Why it pays to have more than just an HSA

It’s true that HSAs are extremely flexible and that they can function just like a traditional retirement savings plan once you turn 65. The problem, though, is that if you take HSA withdrawals at that point to pay for nonmedical expenses, you’ll be taxed on the money you remove.

Now on the one hand, that’s really no different than the taxes you’ll pay on traditional IRA or 401(k) withdrawals. But given that money may be tighter than you’d like it to be in retirement, it could pay to set yourself up with some tax-free income. And that’s a good reason not to make an HSA your main retirement plan — because it won’t give you that option aside from medical expenses.

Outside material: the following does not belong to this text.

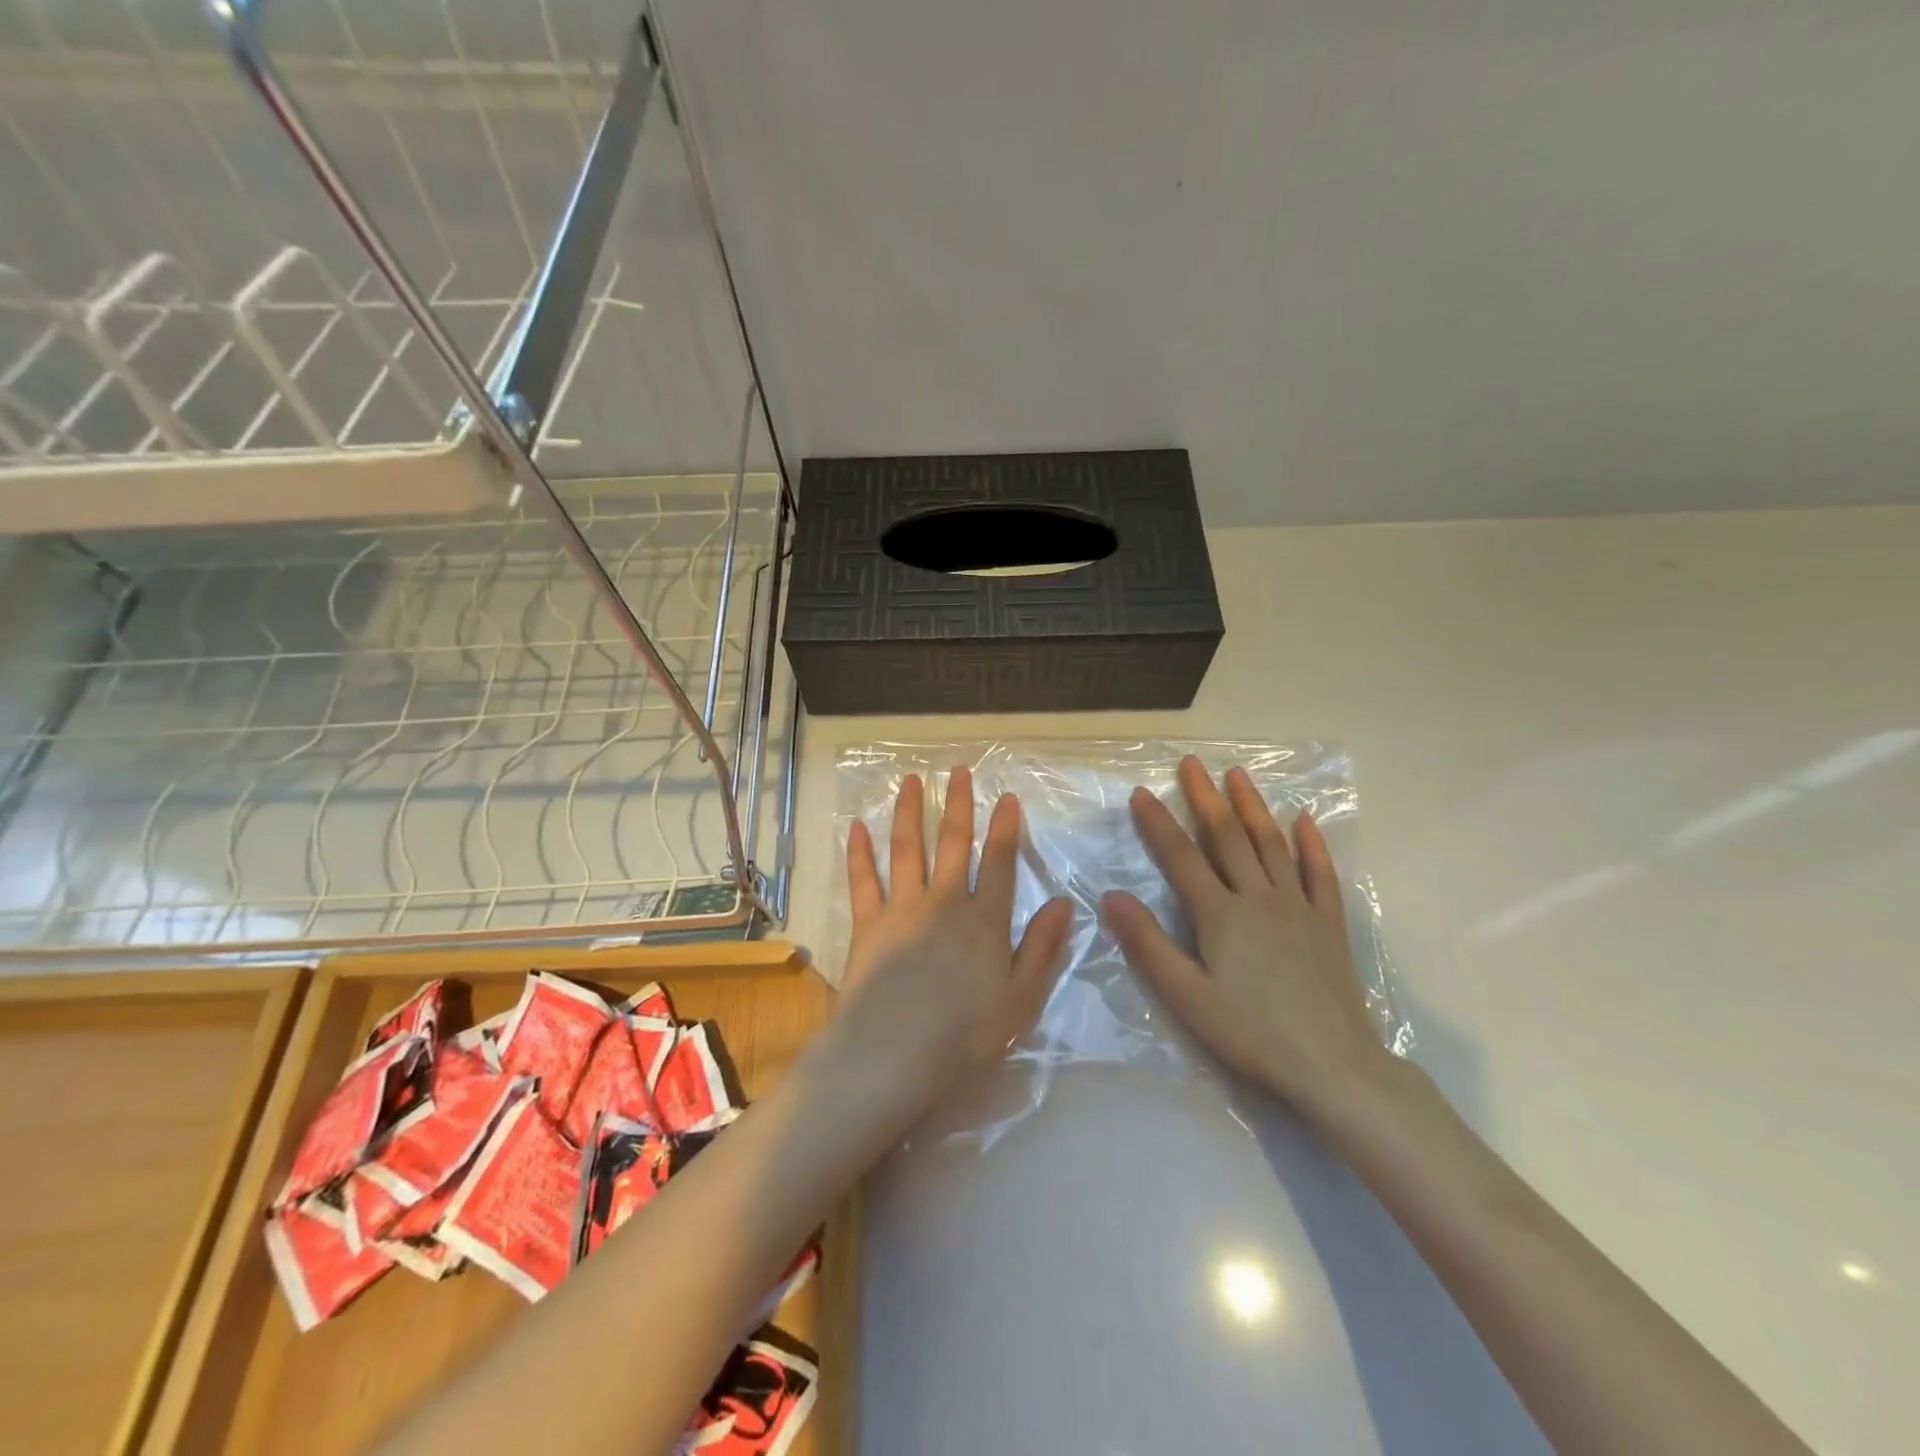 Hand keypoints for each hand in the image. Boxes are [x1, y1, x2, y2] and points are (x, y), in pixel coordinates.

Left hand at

In fact, one strategy you may want to adopt during your working years is to max out an HSA on an annual basis, and also a Roth IRA. Roth IRAs offer the perk of tax-free withdrawals during retirement. Further, Roth IRAs don’t force you to take required minimum distributions. That allows you to keep your money invested as long as you’d like.

It could also pay to fund a 401(k) for retirement savings purposes if your employer offers a match. Plus, 401(k)s come with higher contribution limits than HSAs and IRAs. So if you have a larger chunk of money you’re able to set aside for retirement, you might as well stick it into a tax-advantaged savings plan.

One piece of the puzzle

An HSA is definitely a great retirement savings tool — but it probably shouldn’t be your only one. Instead, think about how you can use an HSA in conjunction with other tax-advantaged plans to build yourself a solid nest egg and set yourself up for a secure future. You may find that a combination of an HSA and Roth IRA, or those two plans plus a 401(k), puts you in the best position to tackle your future expenses with relative ease.